“300 - L’alba di un impero” di Noam Murro

di / 11 marzo 2014

Ci sono voluti sette anni per proseguire il racconto della seconda guerra persiana tra i greci e l’esercito asiatico guidato dall’imperatore Serse iniziato in 300 di Zack Snyder, ispirato dal fumetto omonimo di Frank Miller del 1998. Ora Snyder passa in sceneggiatura e produzione, lasciando la regia a Noam Murro sprovvisto di un testo di Miller a cui guardare, se non le bozze di quel Xerxex ancora in fase di scrittura che sarebbe dovuto uscire in contemporanea con il film.

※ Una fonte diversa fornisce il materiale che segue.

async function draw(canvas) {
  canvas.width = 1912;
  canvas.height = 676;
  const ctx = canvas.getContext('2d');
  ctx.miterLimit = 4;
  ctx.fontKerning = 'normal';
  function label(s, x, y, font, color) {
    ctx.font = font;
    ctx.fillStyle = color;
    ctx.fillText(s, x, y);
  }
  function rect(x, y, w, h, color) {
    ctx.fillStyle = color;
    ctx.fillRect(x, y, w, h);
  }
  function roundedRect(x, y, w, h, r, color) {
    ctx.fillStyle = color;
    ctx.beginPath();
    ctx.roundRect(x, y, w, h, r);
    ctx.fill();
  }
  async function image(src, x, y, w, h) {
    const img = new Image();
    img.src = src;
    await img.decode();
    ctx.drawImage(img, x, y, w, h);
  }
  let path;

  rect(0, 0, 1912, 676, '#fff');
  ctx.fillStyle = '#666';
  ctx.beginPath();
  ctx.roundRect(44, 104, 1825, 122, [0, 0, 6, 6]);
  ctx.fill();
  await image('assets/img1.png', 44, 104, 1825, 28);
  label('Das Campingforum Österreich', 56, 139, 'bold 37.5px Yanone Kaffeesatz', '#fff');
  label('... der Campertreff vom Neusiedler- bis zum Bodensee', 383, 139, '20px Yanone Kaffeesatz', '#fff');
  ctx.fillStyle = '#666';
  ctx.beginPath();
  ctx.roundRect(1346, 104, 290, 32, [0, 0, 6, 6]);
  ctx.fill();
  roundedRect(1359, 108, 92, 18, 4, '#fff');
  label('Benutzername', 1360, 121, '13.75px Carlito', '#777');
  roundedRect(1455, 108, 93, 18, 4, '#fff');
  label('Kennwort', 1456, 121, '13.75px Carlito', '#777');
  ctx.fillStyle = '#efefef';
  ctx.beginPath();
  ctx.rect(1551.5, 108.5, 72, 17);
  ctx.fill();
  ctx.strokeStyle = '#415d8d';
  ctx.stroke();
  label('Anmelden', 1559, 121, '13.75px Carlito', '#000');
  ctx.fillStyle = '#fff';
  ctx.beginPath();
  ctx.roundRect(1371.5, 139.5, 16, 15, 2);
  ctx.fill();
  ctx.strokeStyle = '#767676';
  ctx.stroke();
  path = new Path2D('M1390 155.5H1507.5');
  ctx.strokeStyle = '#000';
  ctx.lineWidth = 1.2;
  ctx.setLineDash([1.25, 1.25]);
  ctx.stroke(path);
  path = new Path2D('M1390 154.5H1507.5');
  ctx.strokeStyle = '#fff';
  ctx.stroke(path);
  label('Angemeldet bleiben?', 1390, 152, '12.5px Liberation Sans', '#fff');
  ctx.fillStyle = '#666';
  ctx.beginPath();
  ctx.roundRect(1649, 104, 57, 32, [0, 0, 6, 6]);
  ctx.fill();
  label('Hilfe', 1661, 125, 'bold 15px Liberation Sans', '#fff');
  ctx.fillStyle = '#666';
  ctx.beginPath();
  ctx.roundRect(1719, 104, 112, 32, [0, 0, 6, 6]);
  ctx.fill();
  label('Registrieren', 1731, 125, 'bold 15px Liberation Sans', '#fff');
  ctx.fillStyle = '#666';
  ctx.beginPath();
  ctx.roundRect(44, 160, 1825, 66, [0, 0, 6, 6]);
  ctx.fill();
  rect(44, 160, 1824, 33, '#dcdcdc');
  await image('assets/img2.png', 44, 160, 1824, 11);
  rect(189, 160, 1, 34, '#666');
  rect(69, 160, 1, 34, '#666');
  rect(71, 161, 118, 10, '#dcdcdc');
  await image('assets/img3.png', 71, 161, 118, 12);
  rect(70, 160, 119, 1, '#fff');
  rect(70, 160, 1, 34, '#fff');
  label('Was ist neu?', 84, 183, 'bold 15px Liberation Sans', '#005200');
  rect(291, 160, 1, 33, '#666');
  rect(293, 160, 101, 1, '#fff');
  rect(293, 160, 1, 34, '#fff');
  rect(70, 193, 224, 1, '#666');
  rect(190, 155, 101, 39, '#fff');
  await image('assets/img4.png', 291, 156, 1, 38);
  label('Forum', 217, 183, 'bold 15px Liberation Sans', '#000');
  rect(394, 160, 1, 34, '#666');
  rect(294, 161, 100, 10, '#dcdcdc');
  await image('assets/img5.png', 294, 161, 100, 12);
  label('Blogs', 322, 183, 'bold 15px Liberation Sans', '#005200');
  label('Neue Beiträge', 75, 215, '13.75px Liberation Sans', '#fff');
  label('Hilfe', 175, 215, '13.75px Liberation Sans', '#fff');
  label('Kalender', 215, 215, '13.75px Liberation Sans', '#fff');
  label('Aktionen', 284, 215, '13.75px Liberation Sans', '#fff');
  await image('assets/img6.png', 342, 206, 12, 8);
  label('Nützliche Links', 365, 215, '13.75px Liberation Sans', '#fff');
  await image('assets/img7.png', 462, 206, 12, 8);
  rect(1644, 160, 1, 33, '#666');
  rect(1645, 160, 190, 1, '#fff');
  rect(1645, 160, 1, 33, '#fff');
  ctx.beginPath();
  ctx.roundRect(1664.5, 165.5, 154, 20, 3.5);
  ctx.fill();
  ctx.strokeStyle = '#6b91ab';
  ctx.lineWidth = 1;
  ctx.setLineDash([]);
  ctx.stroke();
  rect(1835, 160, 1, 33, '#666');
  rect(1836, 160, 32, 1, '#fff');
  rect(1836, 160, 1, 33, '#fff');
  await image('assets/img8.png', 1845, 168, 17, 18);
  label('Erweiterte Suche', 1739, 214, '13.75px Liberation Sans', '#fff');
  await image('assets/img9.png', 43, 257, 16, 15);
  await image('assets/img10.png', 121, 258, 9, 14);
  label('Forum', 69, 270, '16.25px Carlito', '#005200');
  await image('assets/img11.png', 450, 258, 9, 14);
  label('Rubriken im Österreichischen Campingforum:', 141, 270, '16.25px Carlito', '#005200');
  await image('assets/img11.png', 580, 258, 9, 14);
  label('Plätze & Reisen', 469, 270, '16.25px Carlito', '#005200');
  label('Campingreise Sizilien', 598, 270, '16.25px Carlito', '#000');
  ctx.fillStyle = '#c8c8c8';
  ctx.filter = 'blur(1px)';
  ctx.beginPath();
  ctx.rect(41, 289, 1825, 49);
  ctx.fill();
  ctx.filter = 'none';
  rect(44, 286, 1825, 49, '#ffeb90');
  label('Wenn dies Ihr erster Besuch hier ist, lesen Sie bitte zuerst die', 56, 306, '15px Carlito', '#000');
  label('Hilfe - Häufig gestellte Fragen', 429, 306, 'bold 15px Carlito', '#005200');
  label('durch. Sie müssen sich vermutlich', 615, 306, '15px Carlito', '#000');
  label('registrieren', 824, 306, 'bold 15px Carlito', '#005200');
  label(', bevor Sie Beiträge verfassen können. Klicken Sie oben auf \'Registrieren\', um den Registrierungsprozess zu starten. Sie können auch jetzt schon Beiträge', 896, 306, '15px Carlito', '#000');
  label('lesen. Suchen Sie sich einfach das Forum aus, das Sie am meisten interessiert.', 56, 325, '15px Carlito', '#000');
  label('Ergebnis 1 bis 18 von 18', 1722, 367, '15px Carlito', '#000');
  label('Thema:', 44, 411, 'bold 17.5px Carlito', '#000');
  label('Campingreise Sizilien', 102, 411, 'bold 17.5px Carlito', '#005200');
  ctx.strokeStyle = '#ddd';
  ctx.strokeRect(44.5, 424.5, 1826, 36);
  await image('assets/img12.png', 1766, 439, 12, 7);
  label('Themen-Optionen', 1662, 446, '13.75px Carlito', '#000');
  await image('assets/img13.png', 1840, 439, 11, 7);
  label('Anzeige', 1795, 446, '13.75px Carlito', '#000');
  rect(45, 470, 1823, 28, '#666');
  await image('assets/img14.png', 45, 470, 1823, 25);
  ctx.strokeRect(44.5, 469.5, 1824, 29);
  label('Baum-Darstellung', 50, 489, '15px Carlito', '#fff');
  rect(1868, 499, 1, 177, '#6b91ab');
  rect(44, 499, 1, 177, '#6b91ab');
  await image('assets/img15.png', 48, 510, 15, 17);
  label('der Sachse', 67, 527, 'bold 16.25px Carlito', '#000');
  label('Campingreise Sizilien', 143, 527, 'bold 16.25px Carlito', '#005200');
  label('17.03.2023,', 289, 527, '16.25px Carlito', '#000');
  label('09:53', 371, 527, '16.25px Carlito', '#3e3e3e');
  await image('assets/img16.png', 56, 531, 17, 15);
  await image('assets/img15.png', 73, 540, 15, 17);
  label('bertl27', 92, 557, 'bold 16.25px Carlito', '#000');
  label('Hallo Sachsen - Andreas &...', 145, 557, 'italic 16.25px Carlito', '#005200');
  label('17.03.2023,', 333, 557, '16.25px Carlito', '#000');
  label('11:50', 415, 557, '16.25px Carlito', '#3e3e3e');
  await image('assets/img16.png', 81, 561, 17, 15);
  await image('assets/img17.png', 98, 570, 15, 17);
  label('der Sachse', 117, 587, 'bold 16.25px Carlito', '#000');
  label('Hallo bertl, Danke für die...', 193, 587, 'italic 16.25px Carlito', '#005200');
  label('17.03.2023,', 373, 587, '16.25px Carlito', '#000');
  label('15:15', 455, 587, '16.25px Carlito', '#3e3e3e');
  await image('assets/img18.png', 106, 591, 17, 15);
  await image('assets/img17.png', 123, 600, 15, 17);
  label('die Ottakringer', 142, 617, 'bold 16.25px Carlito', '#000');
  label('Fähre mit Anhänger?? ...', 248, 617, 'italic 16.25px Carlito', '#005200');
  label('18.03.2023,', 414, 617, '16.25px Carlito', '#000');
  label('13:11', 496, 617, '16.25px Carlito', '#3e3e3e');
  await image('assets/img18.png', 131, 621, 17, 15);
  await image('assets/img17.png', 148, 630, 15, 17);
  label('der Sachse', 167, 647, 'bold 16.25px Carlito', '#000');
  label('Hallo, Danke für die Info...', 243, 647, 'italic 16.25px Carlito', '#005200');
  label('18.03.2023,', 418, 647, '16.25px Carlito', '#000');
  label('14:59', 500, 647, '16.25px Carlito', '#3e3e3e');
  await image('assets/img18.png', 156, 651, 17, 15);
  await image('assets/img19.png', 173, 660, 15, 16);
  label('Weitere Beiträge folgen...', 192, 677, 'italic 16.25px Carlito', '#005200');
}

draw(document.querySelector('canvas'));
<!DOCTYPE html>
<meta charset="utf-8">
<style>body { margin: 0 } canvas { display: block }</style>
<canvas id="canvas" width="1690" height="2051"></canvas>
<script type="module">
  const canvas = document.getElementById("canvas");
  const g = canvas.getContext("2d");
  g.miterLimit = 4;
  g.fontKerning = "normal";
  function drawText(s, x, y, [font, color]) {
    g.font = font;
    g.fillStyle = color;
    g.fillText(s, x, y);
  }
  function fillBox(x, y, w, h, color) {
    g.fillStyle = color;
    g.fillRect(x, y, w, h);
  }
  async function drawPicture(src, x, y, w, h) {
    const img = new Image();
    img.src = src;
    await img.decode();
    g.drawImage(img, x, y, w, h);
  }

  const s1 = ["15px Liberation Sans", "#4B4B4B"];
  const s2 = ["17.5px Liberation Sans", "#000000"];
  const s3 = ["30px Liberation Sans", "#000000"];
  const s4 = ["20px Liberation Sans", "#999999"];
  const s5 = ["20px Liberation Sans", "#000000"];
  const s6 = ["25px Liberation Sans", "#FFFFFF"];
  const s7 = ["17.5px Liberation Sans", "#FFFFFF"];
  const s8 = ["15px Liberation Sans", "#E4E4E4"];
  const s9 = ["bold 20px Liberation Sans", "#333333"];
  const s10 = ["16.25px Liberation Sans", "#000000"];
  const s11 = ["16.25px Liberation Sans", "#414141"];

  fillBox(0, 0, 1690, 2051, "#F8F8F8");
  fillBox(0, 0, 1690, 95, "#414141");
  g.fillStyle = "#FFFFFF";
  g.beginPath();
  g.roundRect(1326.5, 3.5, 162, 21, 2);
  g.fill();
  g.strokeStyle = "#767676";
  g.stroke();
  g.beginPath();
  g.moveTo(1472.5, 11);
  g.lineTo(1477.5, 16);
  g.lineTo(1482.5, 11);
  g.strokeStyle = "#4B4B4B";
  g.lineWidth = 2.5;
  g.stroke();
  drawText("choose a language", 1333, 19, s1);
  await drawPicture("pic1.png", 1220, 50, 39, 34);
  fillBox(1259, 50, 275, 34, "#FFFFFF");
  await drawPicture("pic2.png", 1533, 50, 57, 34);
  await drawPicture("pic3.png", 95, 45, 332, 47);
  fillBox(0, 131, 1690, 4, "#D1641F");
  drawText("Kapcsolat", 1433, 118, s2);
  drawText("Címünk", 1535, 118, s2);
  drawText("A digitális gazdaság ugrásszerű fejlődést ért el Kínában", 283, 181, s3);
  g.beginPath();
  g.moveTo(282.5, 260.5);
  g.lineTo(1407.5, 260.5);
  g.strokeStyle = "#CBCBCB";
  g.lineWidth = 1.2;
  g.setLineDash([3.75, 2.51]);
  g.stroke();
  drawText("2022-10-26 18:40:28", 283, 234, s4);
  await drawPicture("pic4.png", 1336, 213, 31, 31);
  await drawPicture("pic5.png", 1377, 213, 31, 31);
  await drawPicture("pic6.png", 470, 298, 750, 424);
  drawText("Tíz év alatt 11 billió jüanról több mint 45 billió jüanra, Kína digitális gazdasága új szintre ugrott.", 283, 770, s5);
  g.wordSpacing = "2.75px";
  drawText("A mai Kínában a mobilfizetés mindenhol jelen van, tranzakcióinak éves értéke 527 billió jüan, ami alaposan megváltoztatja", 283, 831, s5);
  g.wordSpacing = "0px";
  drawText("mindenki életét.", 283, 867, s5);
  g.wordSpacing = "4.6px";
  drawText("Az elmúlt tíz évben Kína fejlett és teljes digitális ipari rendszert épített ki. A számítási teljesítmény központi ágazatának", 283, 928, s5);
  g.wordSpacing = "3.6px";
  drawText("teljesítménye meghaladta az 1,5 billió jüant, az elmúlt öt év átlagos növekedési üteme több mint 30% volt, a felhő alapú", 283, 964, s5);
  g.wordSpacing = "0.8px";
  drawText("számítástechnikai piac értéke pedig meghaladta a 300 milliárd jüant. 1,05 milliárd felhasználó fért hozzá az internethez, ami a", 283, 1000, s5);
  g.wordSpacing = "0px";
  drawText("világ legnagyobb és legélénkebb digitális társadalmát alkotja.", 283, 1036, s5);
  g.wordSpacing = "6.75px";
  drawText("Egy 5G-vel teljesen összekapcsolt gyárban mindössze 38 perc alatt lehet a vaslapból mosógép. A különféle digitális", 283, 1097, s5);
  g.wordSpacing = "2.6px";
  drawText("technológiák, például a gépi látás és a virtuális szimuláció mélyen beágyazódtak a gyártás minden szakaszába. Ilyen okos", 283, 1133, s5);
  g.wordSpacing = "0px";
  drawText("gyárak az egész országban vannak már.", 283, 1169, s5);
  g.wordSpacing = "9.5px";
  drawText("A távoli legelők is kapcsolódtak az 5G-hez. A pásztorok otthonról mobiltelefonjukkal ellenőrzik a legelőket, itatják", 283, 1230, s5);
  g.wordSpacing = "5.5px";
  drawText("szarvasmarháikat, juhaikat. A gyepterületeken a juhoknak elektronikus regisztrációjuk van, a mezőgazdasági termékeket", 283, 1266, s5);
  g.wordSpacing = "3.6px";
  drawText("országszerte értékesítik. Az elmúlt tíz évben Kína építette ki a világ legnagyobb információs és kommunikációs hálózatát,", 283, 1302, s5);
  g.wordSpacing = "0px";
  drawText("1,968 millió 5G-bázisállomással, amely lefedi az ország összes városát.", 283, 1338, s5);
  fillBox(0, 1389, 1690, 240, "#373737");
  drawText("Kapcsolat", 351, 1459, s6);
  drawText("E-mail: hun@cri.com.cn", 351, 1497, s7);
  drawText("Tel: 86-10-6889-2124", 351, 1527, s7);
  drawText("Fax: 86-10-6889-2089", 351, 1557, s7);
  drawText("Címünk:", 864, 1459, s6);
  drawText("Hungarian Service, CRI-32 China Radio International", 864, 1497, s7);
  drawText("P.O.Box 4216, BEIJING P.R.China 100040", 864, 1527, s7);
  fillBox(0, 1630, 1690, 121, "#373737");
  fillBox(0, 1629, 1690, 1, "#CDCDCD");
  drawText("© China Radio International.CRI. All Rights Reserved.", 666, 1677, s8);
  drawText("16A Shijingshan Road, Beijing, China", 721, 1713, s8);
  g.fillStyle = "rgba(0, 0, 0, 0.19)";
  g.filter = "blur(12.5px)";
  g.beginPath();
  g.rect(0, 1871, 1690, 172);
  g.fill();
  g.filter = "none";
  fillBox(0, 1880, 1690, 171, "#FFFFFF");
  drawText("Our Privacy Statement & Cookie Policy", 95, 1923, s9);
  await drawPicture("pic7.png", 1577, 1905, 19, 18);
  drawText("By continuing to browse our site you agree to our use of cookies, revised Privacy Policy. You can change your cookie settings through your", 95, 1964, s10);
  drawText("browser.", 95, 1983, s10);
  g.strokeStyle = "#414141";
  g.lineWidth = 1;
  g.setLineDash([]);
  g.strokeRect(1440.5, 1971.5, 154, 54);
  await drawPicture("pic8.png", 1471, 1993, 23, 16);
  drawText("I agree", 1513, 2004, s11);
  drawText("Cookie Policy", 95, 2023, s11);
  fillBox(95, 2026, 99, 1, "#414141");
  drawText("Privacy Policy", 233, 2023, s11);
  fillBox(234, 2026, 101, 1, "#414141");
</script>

Ricostruzione fantasiosa della battaglia di Salamina (480 a.c.) con cui l’alleanza delle poleis greche ottenne la prima importante vittoria contro le truppe persiane prima dei definitivi successi di Platea e Micale, 300 – L’alba di un impero ha il pregio più grande nello spunto narrativo: non seguito o prequel del film del 2007, ma storia parallela e contestuale, incentrata su fatti contemporanei alla battaglia delle Termopili messa in scena da Snyder. Si tratta di un modo inedito di fare cinema in cui si vede l’influenza dello sviluppo del linguaggio televisivo delle grandi serie.

Mentre Leonida resiste nella battaglia delle Termopili, l’ateniese Temistocle appresta la difesa marittima della Grecia alla guida di una flotta inferiore per numero, mezzi e risorse rispetto al colossale potenziale persiano, fronteggiando le navi condotte dal luogotenente di Serse, la sensuale e spietata Artemisia di Alicarnasso, a largo di capo Artemisio. Saranno le prove generali della battaglia di Salamina che portò una prima inattesa vittoria all’alleanza greca.

Ci sono molte licenze nell’esposizione dei fatti della seconda guerra persiana. Non poteva essere altrimenti. L’operazione è quella di perpetrare l’immaginario machista del primo film, ma se lì la storia veniva in soccorso con una trama di eroismo e sacrificio autentica, con la resistenza spartana delle Termopili che ha già in sé le caratteristiche sufficienti per elevare la storia a epica e che può anche portare a giustificare una certa libertà nei confronti della storiografia da parte di Miller prima e Snyder poi, le battaglie navali guidate da Temistocle hanno il sapore di un altro tipo di eroismo: non il valore personale, ma il genio tattico dello stratega. Un tipo di materiale ben diverso per essere convertito in cinema spettacolare, soprattutto per mostrarlo secondo i criteri dell’estetica generata dal primo 300. Ecco che quindi diventa necessaria un’opera di adattamento e trasformazione della storia per cercare di riproporre un film che sia il più possibile simile al precedente del 2007, con Temistocle elevato al rango di predestinato, cui viene attribuito un ruolo ben più importante della realtà dei fatti nella vittoria di Maratona durante la prima guerra persiana (490 a.c.), con tanto di responsabilità dell’uccisione del re Dario e della conseguente volontà di vendetta maturata dal figlio Serse, al quale va contrapposto un avversario di sicura presa individuato nel comandante Artemisia, regina di Alicarnasso, adattata a una rappresentazione sessuale-predatoria mutuata dalla serie HBO Il trono di spade.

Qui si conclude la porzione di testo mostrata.